Content-centric networking was first described in a paper co-authored by developer Van Jacobson, together with colleagues at Xerox PARC, in response to the shortcomings they perceived in the current TCP/IP-based architecture of the Web. Project CCNx was launched in to maintain the CCNx specification and open-source implementations. The purpose of this section is to describe the CCNx protocol and its motivations. We begin with the latter.
The TCP/IP-based architecture of the Internet today was built with the intent to connect devices to other devices in a way that satisfies several key invariants, especially: network redundancy, ease of connection, and global network interoperability. TCP/IP was built with a focus on where machines are and how to talk to them, rather than what their content is. To quote Jacobson: Today, "People value the Internet for what content it contains, but communication is still in terms of where."
This ideological limitation is the root of a larger set of practical concerns. Jacobson et al. maintain that the three main issues that arise from the TCP/IP architecture of the web are availability, security, and location-dependence. For content to be highly-available (i.e. accessible quickly and reliably for a diverse set of users across the networks' topology), current TCP/IP-based networks require content-delivery-networks (CDNs) or Peer-to-Peer networks to be overlaid on top of existing infrastructure. In addition, only those who can afford access to high-bandwidth connections or CDN services like Akamai can provide highly-available content.
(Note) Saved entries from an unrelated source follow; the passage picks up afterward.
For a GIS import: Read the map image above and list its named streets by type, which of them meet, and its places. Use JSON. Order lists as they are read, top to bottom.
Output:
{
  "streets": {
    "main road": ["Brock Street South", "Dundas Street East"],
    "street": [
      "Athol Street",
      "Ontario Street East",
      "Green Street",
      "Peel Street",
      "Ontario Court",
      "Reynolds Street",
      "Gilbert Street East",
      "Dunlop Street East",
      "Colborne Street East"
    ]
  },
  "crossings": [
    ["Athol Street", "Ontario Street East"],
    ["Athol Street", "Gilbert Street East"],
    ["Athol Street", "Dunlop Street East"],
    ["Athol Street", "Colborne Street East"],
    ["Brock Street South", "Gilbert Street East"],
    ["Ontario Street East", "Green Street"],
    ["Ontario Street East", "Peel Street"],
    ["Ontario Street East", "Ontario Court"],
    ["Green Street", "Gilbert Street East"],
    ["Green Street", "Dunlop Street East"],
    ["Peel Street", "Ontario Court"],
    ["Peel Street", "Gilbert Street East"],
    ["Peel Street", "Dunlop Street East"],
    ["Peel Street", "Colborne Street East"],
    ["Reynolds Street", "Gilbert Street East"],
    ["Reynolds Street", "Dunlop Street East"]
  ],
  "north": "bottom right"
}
Jacobson gives the example in his Google talk of the NBC broadcast infrastructure and how it handled the considerable increase in traffic after Bode Miller's performance at the 2006 Olympics; after Bode missed a gate skiing downhill, spurning a very high number of people requesting the video, the main NBC router was maintaining 6,000 copies of the video, one for each TCP connection. This serves as a great example of the dissonance between the TCP/IP architecture and this model of broadcast data distribution.
In addition, the current web architecture allows for pipe security rather than the more-important data security. Jacobson, in a Google Tech Talk delivered in 2007, highlights the fact that the way we've built security on top of the TCP/IP protocol encrypts entire connections, rather than just the data transferred across those connections. Therefore, services like caching and availability are affected. In addition to this, the current verification scheme relies upon the certificate-authority structure, which has been shown to have significant trust issues.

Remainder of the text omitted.